Social Media Listening
A better understanding of how your customers use your products (or don’t use them) can help you make critical changes to your offering, and / or how you communicate with them. By listening, you can uncover new opportunities you wouldn’t of even possibly thought of, or discover features you thought would have been big hits, that have ended up not mattering to your customers, or even being a complete failure because it wasn’t something your prospects were not even asking for.
Knowing what’s important to your customers can help you better plan offers, promotions, and contest to further drive business and lead to sales. Instead of expensive product launches, you can test out new ideas cautiously and receive feedback quickly, by keeping your ears and eyes open on the rhythm of your customers and find out what they feel is missing from your product or service.
Remember: Customers don’t want a preventative; they want a solution, especially women. They want what they buy to do the job right the first time, without any additional accessories to buy.
How to listen:-
There are lots of free ways you can listen to your customers and future prospects. There are many online paid enterprise systems available with costs ranging from a few dollars to thousands of dollars per month.

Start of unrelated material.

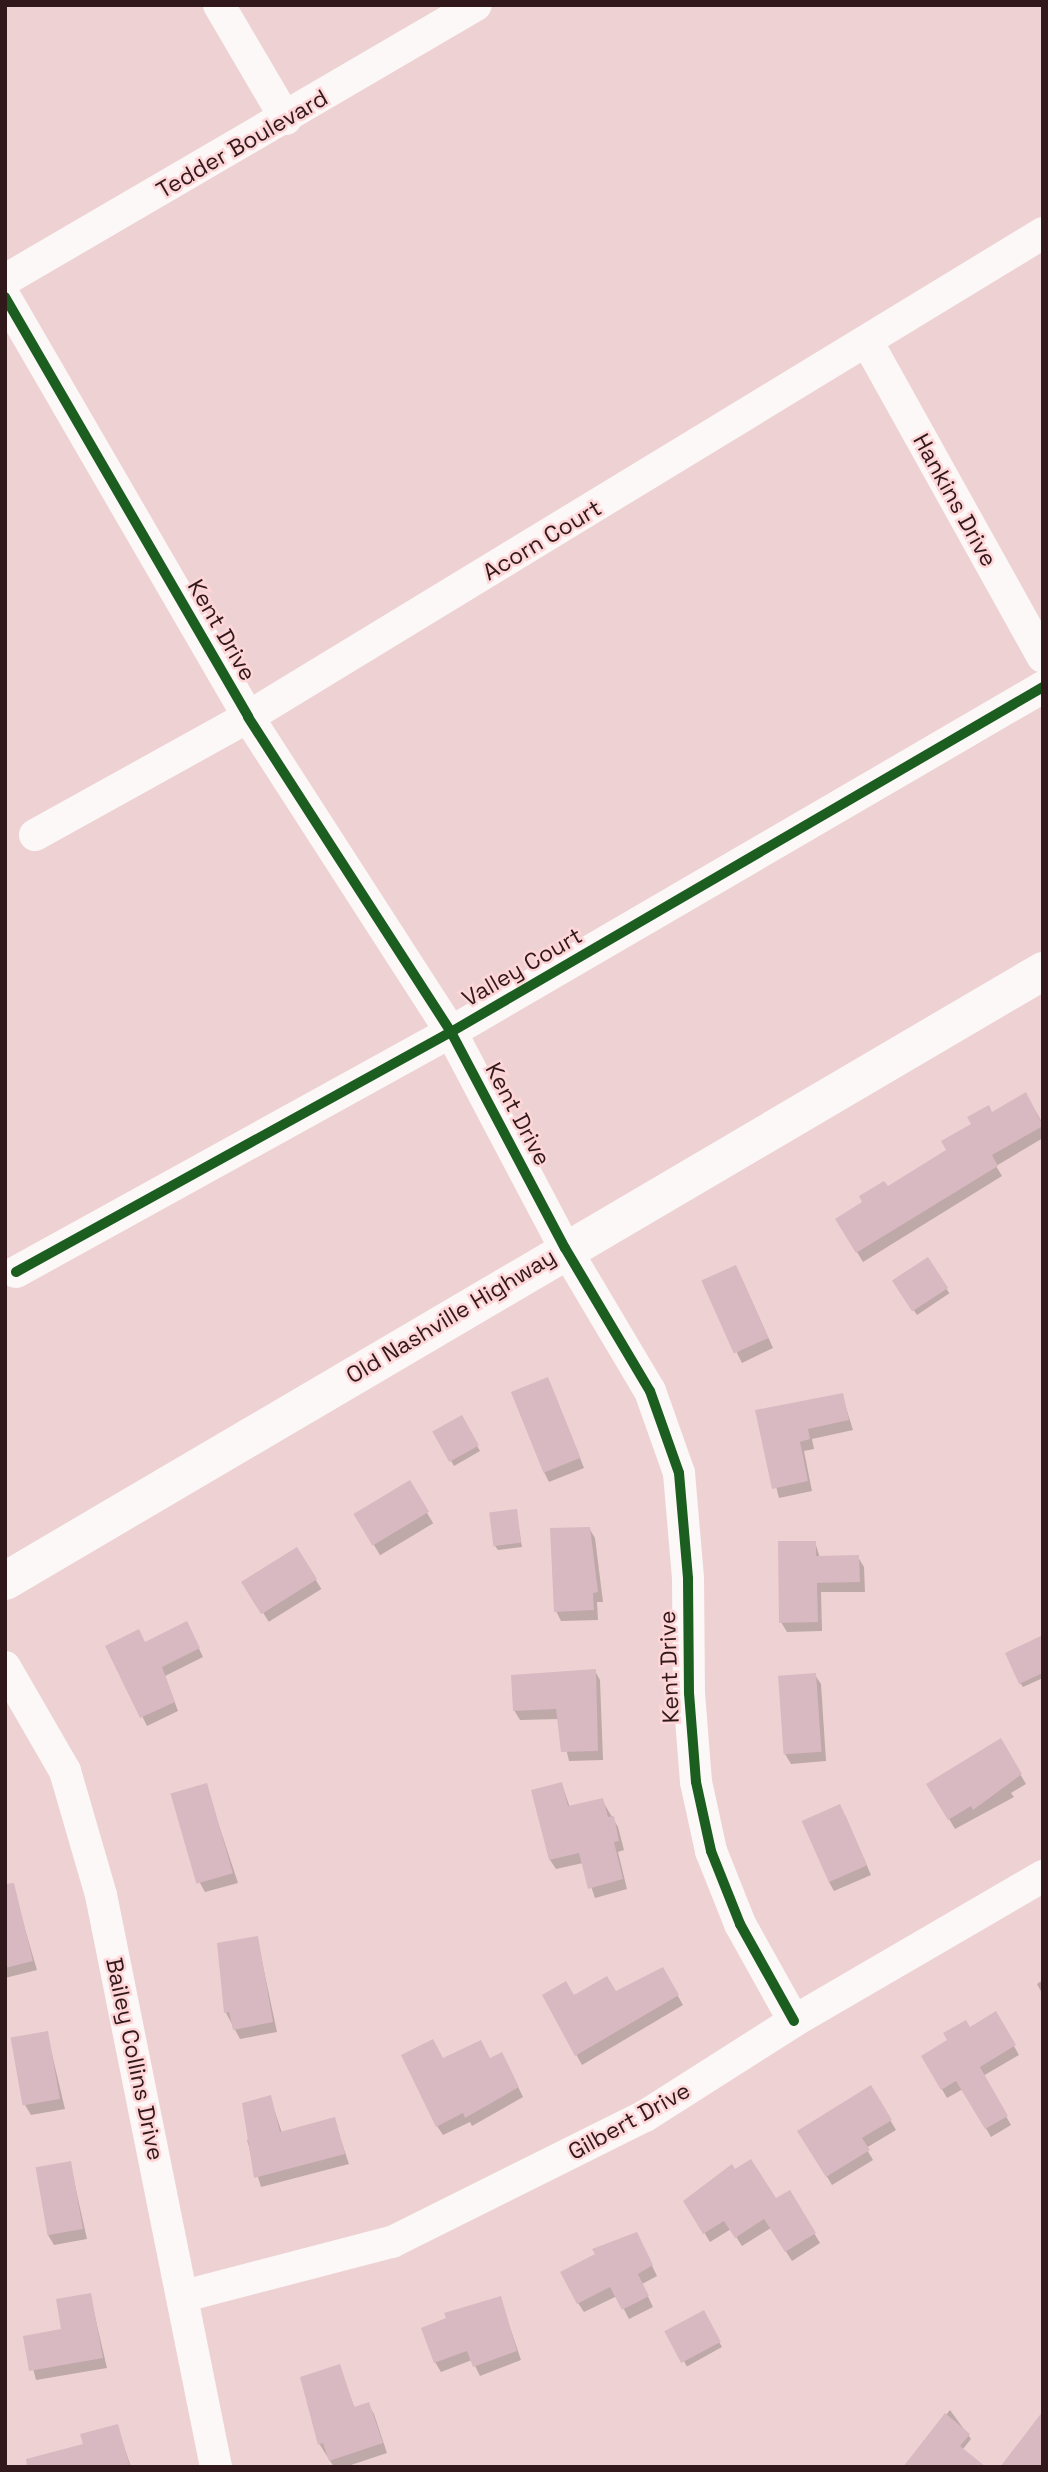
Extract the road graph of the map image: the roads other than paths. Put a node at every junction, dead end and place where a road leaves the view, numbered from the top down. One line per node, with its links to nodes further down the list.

If you’re new to listening, try these free resources first:
If you visit any social network and type a phrase or keyword into its search function, you will see what people are actually saying in real time. National and global companies might search the entire web, while local and regional businesses and organizations will want to use geographical filters to find post only in their demographic area.
Remember, not just to search for your company brand name but for your competitors as well, and most important, type in the search bar the phrase or words that your customers would actually use. For instance, if you’re an insurance agent, sure you can search social networks for the name of your agency. But wouldn’t it be more helpful to search for the actual phrase your prospect would use, “cheap car insurance in California.”

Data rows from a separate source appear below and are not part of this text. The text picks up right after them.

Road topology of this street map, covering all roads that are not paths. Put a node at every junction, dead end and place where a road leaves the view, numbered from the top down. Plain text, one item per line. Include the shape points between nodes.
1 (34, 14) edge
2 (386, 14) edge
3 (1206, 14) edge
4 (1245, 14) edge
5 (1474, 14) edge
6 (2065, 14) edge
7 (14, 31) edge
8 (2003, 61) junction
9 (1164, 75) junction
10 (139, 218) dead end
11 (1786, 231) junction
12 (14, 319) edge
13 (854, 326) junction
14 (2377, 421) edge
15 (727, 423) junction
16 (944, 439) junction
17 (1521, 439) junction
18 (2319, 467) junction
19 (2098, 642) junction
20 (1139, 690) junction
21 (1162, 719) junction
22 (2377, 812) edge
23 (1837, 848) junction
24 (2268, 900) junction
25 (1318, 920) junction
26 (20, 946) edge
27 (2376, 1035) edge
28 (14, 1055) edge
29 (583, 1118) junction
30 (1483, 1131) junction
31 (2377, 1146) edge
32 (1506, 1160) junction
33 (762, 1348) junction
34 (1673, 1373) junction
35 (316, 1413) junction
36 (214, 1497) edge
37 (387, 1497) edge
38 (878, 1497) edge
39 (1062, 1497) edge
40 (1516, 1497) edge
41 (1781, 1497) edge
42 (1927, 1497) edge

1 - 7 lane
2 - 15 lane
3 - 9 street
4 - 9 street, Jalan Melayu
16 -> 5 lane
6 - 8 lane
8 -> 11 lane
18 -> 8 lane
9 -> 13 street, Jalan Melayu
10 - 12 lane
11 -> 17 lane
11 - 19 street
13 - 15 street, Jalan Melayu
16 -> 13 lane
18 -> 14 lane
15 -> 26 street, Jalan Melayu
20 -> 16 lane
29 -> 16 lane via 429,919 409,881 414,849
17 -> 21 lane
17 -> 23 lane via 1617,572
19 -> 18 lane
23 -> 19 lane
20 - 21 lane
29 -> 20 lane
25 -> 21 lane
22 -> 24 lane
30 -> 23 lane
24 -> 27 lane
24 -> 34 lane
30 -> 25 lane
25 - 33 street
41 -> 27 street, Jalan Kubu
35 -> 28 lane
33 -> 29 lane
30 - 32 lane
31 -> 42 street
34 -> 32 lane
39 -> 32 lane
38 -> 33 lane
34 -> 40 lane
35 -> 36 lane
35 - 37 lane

In conversations on social networks in your own home town you can find real people in real time sharing their needs with others? If you’re a dentist, you can search for your name, or the name of your business, but it would be more advantages to search for the phrase “need to find a dentist in ……”
There are dozens of listening platforms available. To name a couple of good ones start with our focus and radio6.
Major enterprise listening systems:-
Meltwater Buzz – Meltwater.com
Parature – Parature.com
Radian6 – Radian6.com
Sysomos – Sysomos.com
Vocus – Vocus.com
In dating with understanding, there’s always the guy who knows how important listening is, so he start the date by saying, “Tell me about yourself.” After his date talks for a minute or so about herself, she says to him, “How about you? And he proceeded to talk her ear off for the rest of the day, telling her all about himself. The guy may claim he listened to what she said, but the truth is, he was just going through the motions, not really carrying it through in a meaningful way.
That’s not listening. In order to be a “likable” organization that effectively listens to its customers and prospects, you got to fully integrate listening into your job or agency functions.
By listening, listening some more, and then responding, greater sentiment comes from customers, whose loyalty grows. They, in turn, become better advocates for your products. It’s as simple as this: customer talk; company listens and acknowledge. Customer is then happy, as is everyone else watching and listening, since the conversation is public domain. Who would you buy a product from – a company that obviously, publicly listens to its customers or a company that seemingly ignores them not utilizing social networks to directly interact with the public?
It’s not just about listening to customers talk about your company – it’s listening for prospects using keywords and phrases that identify themselves as great potential customers.
Depending on how big your company or brand is, there is virtually limitless numbers of conversations and comments that you can tap into.